The Singapore Copyright Act 2021 provides for a US-style general fair use defence, which is not purpose-specific but instead looks to a list of non-exhaustive factors including the purpose and character of the alleged infringing use, and its effect on the potential market for or value of the original work, in determining whether a particular use is “fair”. Additionally, whilst there is no equivalent of the US First Amendment (i.e., free speech) rights in Singapore, there is a specific defence of fair use for the purpose of criticism or review.
Such defences are likely to be raised in the NFT scenario. For the general fair use defence, a key question would be whether use of works in connection with NFTs can be said to be “transformative” in the sense that it adds something new and is used for a further purpose or meaning. The specific defence for criticism or review, on the other hand, could apply in a scenario akin to that in the “MetaBirkin” case.
It is also important to note the potential challenges in establishing copyright ownership which can become a bugbear that could derail enforcement efforts.
Whilst Singapore provides a statutory presumption of ownership, this can be challenged by the defendant in good faith, upon which the claimant will have to prove ownership. For many rights owners, this could pose a challenge where there is no clear chain of title or records are patchy, or where the infringing NFTs are based on a fictional character which has been widely depicted or represented, making it difficult to trace the lineage of the particular work or works that have been misused.

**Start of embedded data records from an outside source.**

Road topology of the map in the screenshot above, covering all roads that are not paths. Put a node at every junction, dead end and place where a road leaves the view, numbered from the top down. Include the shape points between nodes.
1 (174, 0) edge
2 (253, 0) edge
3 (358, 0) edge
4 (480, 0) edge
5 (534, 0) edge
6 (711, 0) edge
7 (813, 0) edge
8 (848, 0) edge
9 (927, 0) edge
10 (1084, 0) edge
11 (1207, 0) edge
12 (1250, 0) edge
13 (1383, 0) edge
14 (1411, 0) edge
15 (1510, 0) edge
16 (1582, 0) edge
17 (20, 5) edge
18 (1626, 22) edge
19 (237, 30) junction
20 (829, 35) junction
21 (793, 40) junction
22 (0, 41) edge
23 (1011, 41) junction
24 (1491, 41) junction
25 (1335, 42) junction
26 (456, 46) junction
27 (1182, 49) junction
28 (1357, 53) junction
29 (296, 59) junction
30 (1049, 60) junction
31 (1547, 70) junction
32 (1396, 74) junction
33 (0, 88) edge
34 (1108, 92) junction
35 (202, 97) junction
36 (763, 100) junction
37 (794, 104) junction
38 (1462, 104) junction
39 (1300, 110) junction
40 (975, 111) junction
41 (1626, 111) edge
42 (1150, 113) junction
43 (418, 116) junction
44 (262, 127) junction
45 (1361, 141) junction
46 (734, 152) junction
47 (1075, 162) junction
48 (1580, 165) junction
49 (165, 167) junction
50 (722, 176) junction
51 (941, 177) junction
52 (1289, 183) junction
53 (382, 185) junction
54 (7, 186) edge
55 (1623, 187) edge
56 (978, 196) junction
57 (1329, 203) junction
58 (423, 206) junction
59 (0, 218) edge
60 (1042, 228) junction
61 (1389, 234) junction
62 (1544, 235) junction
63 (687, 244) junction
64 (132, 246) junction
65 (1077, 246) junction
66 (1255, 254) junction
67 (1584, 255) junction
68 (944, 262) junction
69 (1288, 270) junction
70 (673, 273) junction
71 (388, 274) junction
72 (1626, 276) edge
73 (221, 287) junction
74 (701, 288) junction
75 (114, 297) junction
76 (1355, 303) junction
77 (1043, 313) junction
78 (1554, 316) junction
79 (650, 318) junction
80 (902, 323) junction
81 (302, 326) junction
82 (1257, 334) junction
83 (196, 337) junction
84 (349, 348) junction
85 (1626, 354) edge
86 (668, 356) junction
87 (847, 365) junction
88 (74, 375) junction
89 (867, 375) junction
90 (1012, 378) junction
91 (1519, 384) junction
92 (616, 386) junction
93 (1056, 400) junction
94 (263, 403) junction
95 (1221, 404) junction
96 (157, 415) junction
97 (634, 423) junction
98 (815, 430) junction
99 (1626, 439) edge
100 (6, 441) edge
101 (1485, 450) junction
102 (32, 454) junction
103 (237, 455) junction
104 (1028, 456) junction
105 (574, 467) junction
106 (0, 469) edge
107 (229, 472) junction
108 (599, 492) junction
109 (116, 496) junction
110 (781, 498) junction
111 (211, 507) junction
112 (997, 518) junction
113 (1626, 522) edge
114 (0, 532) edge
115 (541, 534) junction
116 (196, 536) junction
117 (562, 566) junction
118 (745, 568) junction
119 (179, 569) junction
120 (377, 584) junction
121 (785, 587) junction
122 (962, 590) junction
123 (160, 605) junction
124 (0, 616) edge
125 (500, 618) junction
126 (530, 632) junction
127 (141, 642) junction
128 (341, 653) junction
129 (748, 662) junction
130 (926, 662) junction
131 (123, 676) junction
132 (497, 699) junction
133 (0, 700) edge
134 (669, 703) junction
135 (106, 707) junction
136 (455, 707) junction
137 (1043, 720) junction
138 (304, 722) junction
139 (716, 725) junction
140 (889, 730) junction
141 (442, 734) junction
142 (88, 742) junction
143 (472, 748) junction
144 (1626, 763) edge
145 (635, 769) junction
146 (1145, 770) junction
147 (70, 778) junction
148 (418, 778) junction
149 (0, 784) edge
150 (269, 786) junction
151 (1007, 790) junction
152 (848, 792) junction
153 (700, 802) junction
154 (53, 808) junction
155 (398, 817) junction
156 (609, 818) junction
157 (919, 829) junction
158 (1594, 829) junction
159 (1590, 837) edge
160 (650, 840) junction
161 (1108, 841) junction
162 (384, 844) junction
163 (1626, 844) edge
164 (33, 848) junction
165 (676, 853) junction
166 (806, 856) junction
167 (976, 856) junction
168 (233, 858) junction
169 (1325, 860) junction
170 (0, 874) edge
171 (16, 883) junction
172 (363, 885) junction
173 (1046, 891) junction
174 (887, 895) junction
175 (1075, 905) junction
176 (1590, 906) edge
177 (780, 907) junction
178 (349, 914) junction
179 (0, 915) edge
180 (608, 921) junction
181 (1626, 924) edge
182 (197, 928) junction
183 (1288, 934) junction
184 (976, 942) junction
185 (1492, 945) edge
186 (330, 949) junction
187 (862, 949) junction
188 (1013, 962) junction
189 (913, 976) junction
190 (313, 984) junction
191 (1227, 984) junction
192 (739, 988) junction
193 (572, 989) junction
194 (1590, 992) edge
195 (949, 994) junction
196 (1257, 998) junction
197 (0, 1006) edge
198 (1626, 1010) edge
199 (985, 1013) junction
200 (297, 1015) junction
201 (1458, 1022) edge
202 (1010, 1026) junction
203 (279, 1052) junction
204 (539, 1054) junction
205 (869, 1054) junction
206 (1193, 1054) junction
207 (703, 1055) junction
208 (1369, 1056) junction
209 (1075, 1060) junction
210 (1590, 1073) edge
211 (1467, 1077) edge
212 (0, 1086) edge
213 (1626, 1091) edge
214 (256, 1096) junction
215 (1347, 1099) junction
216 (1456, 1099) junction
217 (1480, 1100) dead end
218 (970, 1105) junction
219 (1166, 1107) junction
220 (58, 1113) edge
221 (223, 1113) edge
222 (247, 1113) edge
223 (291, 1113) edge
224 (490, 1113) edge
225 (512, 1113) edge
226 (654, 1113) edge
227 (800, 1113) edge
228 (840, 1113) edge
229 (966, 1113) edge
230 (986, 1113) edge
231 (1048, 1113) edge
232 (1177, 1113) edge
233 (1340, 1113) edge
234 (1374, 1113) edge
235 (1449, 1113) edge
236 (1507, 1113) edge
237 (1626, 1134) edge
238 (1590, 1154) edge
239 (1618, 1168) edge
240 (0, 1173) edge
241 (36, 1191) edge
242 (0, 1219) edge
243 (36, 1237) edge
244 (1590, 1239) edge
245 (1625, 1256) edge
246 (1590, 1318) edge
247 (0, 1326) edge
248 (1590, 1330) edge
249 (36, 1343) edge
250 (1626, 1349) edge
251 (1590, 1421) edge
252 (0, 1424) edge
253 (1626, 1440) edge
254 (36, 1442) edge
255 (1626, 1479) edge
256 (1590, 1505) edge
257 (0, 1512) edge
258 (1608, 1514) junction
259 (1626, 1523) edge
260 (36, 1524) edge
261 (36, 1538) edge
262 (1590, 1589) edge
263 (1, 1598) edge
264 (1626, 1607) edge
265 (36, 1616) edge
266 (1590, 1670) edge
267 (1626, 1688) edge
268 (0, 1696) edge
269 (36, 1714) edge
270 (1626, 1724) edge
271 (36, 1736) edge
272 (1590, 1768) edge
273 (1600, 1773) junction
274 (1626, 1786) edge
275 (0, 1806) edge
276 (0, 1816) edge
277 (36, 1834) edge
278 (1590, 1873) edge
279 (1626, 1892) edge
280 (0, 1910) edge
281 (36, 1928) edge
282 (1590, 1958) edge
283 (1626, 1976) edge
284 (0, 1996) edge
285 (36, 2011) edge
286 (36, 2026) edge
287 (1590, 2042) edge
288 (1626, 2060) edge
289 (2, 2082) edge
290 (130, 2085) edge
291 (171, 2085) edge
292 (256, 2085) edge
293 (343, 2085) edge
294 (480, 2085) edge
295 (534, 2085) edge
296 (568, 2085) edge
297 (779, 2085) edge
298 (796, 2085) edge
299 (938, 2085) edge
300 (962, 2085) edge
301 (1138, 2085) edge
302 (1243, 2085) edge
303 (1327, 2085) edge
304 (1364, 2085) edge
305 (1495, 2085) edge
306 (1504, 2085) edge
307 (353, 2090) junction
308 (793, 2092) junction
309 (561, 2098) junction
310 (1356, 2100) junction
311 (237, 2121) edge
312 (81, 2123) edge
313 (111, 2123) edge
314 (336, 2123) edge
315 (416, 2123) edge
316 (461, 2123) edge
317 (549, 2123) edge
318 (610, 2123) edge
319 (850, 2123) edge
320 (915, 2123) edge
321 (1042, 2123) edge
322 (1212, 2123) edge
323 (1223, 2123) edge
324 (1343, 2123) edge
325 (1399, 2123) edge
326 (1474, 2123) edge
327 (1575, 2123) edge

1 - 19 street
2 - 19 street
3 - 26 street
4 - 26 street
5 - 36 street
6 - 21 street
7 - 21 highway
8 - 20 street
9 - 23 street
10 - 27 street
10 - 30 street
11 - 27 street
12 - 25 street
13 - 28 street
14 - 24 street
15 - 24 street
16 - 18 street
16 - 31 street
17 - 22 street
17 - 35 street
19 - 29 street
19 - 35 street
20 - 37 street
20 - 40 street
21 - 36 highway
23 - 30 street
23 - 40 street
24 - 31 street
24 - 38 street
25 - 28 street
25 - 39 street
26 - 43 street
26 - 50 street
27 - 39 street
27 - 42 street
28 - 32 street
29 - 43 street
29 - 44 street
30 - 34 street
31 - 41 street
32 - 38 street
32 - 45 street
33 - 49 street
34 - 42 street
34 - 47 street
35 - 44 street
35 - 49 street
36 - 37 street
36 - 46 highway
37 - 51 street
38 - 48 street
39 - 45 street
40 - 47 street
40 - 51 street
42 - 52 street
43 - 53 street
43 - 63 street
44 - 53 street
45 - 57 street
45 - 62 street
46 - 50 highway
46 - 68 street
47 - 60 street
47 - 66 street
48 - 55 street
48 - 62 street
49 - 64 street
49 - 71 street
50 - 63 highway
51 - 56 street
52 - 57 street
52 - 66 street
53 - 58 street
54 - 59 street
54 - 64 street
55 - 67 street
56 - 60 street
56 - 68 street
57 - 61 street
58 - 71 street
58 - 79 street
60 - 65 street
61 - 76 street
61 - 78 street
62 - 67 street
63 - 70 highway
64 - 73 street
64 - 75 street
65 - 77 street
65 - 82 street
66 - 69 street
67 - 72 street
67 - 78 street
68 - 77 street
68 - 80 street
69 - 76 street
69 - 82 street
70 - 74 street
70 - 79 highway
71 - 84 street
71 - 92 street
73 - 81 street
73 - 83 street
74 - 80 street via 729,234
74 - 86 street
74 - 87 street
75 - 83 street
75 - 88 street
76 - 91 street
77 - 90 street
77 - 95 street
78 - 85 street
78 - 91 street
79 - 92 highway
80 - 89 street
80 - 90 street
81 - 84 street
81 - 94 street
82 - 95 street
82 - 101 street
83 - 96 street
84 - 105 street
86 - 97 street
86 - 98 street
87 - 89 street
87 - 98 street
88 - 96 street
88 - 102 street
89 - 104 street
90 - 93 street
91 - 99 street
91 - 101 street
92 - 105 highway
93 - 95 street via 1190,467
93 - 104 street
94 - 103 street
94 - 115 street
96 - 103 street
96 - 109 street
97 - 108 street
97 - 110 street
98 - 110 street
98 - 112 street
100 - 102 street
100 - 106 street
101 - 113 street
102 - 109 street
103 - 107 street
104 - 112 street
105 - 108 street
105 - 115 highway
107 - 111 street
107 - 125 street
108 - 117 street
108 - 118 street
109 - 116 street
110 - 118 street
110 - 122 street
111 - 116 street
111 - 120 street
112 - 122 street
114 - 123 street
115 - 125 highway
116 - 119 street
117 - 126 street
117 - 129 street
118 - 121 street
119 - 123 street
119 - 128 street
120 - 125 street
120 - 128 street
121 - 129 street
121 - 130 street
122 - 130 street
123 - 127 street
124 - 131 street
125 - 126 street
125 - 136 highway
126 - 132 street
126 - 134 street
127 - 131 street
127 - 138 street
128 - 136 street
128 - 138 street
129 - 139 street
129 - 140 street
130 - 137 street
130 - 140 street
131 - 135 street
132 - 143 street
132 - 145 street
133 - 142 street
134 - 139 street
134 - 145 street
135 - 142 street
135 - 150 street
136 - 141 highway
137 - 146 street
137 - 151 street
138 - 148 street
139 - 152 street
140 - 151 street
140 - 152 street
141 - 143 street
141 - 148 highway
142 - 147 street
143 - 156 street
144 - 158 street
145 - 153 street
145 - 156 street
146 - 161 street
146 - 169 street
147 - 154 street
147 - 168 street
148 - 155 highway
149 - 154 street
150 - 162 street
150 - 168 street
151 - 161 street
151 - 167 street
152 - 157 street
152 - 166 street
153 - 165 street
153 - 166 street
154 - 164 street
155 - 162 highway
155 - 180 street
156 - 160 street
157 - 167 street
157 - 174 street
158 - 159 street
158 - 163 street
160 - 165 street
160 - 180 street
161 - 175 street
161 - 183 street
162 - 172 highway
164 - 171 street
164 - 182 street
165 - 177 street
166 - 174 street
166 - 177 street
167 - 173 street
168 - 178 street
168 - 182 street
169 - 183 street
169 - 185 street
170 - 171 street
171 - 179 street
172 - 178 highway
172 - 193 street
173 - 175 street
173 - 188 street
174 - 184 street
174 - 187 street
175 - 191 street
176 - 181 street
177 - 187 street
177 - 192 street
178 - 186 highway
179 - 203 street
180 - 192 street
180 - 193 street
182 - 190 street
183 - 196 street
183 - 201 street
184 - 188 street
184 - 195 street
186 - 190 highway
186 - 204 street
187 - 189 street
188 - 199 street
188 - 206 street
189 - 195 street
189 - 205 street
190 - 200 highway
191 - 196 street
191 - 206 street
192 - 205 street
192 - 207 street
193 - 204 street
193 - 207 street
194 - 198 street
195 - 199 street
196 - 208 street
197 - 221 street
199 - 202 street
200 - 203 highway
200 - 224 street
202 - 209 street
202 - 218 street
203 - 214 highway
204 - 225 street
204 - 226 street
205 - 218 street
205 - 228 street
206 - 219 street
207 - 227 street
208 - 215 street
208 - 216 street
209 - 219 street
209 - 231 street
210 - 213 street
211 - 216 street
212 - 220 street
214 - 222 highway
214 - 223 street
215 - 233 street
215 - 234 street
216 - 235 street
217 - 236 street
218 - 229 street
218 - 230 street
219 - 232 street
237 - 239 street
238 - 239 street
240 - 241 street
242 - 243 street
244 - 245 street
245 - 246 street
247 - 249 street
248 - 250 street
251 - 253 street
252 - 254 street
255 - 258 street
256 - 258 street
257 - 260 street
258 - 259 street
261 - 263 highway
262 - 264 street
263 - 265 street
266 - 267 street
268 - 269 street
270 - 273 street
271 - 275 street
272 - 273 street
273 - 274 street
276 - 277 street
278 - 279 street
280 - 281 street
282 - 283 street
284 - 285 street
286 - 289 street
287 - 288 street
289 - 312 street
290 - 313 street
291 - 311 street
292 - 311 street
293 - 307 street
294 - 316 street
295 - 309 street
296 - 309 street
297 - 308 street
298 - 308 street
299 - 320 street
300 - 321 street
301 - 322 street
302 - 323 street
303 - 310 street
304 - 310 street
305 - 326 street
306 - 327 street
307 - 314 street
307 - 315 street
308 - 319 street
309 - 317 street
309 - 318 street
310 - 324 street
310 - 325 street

Against this backdrop, there is increasing tension that NFTs are starting to lose their lustre given the plethora of legal issues, commercial risk and other uncertainties. Even so, given the relatively low gas fees (to mint an NFT) and the potential promise of high returns, there remains a draw. Brand owners will therefore likely have to deal with this phenomenon for some time to come.
The outcomes of the Nike v StockX and “MetaBirkin” cases will undoubtedly have a significant impact on how brand owners and IP users alike navigate the NFT minefield in the future.
Given the uncertain landscape, brand owners will be well advised to ensure that they have a good grasp of their rights, along with the relevant facts before charging forwards with all guns blazing.
Fundamentally, it is also timely for brand owners to conduct an audit of their existing IP portfolios to identify any gaps in chain of title or protection, and to plug these gaps if necessary, to ensure that they are well placed to tackle the challenges to come as companies exploit what the digital realm has to offer.